Based on the second paragraph in this article, I believe the timing of this article directly relates to the 1984 presidential election. The Libertarian Party’s presidential vote totals plummeted from the previous election, so I’m sure the Voluntaryists hoped that this experience would lead libertarians to learn from this and take a closer look at non-political action.
So, Smith takes this opportunity to try and reach political libertarians by applying the theories and insights of free market economics to political action.
If you recall, Smith previously went into painstaking detail to give us an institutional analysis of the state in order to explain Voluntaryist principles. He believes this institutional analysis is vital to understanding why it makes no sense to use political action, because the state is “invasive per se.”
Smith shows us that political libertarians already clearly understand and use institutional analysis when it comes to economics and then makes this point:
"From our theory of the market there emerges a "strategy" of what to do. We respect justice in property titles and leave the market alone. Our theory "predicts" that this strategy will produce optimal results, but it cannot tell us precisely what these results will be. "Optimal," in this context, is a relative term. It means that the results of nonintervention will be better than any other alternative."
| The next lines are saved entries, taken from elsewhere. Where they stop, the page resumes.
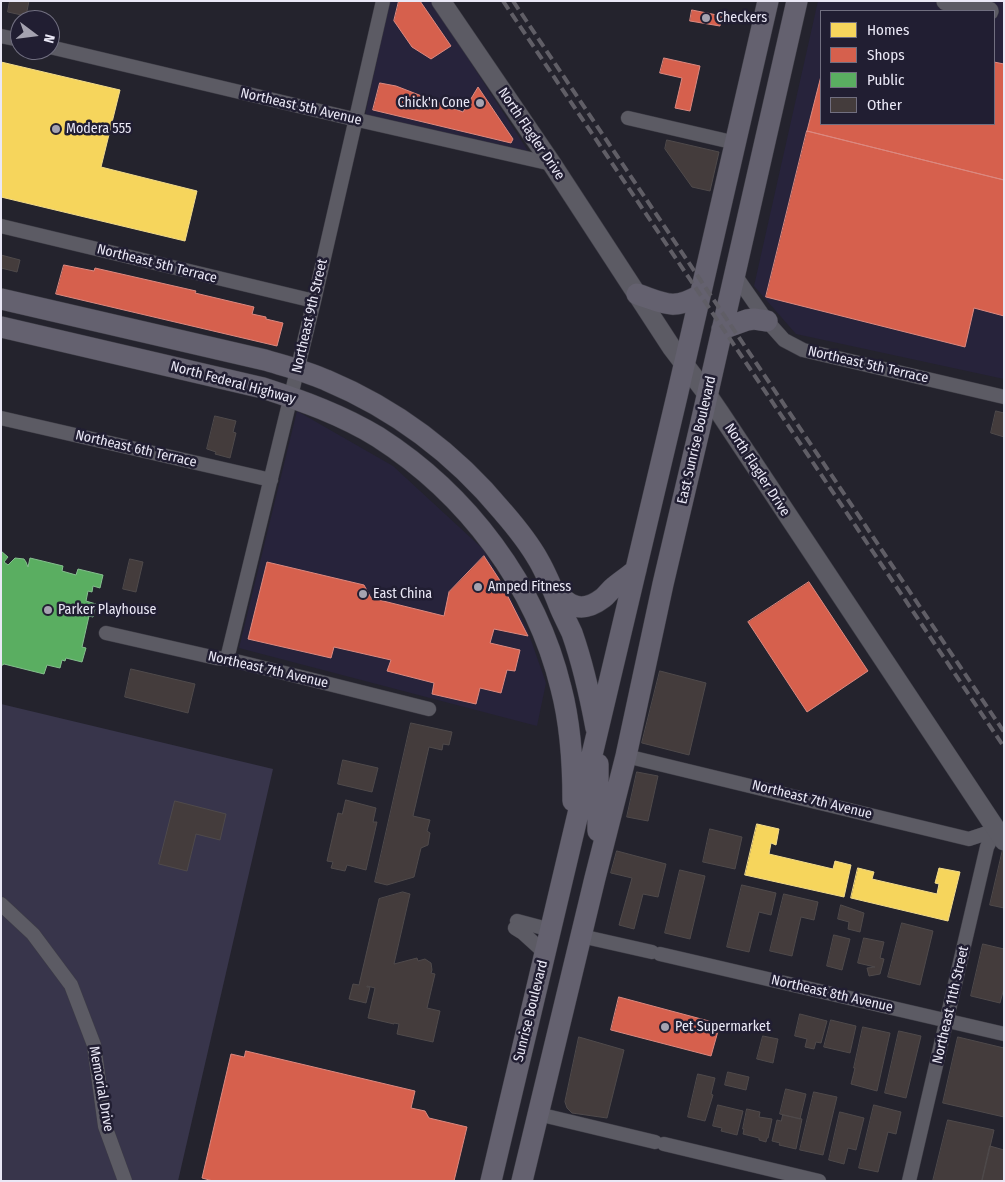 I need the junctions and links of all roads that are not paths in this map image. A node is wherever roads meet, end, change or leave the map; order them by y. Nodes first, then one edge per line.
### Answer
1 (383, 1) edge
2 (441, 1) edge
3 (768, 1) edge
4 (797, 1) edge
5 (946, 1) edge
6 (985, 10) edge
7 (60, 49) edge
8 (628, 118) dead end
9 (355, 120) junction
10 (736, 143) junction
11 (552, 164) junction
12 (717, 224) junction
13 (1, 226) edge
14 (735, 275) junction
15 (637, 294) junction
16 (700, 296) junction
17 (1, 298) edge
18 (314, 301) junction
19 (767, 321) junction
20 (1, 327) edge
21 (722, 329) junction
22 (684, 364) junction
23 (297, 369) junction
24 (707, 394) junction
25 (1004, 396) edge
26 (290, 397) junction
27 (1, 418) edge
28 (271, 480) junction
29 (636, 570) junction
30 (552, 588) junction
31 (106, 633) dead end
32 (227, 659) junction
33 (429, 710) dead end
34 (597, 737) junction
35 (626, 756) junction
36 (1000, 836) edge
37 (571, 842) junction
38 (594, 878) junction
39 (1, 904) edge
40 (551, 930) junction
41 (581, 936) junction
42 (545, 953) junction
43 (947, 1020) junction
44 (1004, 1034) edge
45 (508, 1108) junction
46 (538, 1114) junction
47 (528, 1156) junction
48 (125, 1181) edge
49 (491, 1181) edge
50 (522, 1181) edge
51 (819, 1181) edge
52 (909, 1181) edge

1 - 9 street, Northeast 9th Street
2 - 11 street, North Flagler Drive
3 - 10 main road
4 - 14 main road, East Sunrise Boulevard
5 - 6 street
7 - 9 street, Northeast 5th Avenue
8 - 10 street
9 - 11 street, Northeast 5th Avenue
9 - 18 street, Northeast 9th Street
10 - 12 main road
11 - 15 street, North Flagler Drive
12 - 14 main road
12 - 16 main road
13 - 18 street, Northeast 5th Terrace
14 - 19 street, Northeast 5th Terrace
14 - 21 main road, East Sunrise Boulevard
15 - 16 main road
15 - 22 street, North Flagler Drive
16 - 22 main road
17 - 23 main road, North Federal Highway
18 - 23 street, Northeast 9th Street
19 - 21 main road
19 - 25 street, Northeast 5th Terrace
20 - 26 main road, North Federal Highway
21 - 24 main road, East Sunrise Boulevard
22 - 24 street, North Flagler Drive
22 - 29 main road
23 - 26 street, Northeast 9th Street
23 - 30 main road, North Federal Highway
24 - 35 main road, East Sunrise Boulevard
24 - 36 street, North Flagler Drive
26 - 28 street, Northeast 9th Street
26 - 37 main road, North Federal Highway
27 - 28 street, Northeast 6th Terrace
28 - 32 street, Northeast 9th Street
29 - 30 main road
29 - 34 main road
30 - 34 main road, North Federal Highway
31 - 32 street, Northeast 7th Avenue
32 - 33 street, Northeast 7th Avenue
34 - 37 main road
34 - 38 main road
35 - 36 street, Northeast 7th Avenue
35 - 38 main road, East Sunrise Boulevard
36 - 43 street, Northeast 11th Street
37 - 40 main road, Sunrise Boulevard
38 - 41 main road
39 - 48 street, Memorial Drive
40 - 42 main road, Sunrise Boulevard
40 - 42 street
41 - 43 street, Northeast 8th Avenue
41 - 46 main road
42 - 45 main road, Sunrise Boulevard
43 - 44 street, Northeast 8th Avenue
43 - 52 street, Northeast 11th Street
45 - 47 main road
45 - 49 main road, Sunrise Boulevard
46 - 47 main road
46 - 51 street
47 - 50 main road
George wants us to see that this is the same thought process Voluntaryists use when analyzing the state itself. As a matter of fact, I could change a few words in the above paragraph to demonstrate this:
From our theory of the non-aggression principle there emerges a "strategy" of what to do. We respect peaceful voluntary interactions and leave individuals alone. Our theory "predicts" that this strategy will produce optimal results, but it cannot tell us precisely what these results will be. "Optimal," in this context, is a relative term. It means that the results of nonintervention will be better than any other alternative.
Although George warns that economic theory and strategic theory differ in some ways, there is an important lesson:
When developing "strategy" which involves complex institutions (the market in one case, the State in the other case), libertarians should ground their policy recommendations in theoretical insights concerning the relevant characteristics of the institution(s) involved.
This proposition seems uncontroversial in economics. Why it is ignored by political anarchists when it comes to strategy remains a mystery, at least to me.
It does seem like a mystery to me, but as I wrote this I started to wonder how much it has to do with how political anarchists apply the specific theory of unintended consequences.
See, at some point, all political libertarians came to understand how intervention in the free market creates negative unintended consequences.
Then some go on to consistently apply this same theory across the board and come to understand how government intervention in all aspects of our lives creates negative unintended consequences. They become political anarchists.
But there is one more application of the unintended consequence theory that they seem to ignore at this point, which is to apply this theory directly to their own behavior and actions.
I know that once I did, I reached the same conclusions as when I applied it in the first two instances. I came to understand how my political involvement was only helping to create the unintended consequence of adding legitimacy to the state.
So if political anarchists could just take one more step in the consistent application of the unintended consequence theory and analyze the consequences of their own actions, will they then begin to see the futility and danger in participating in politics?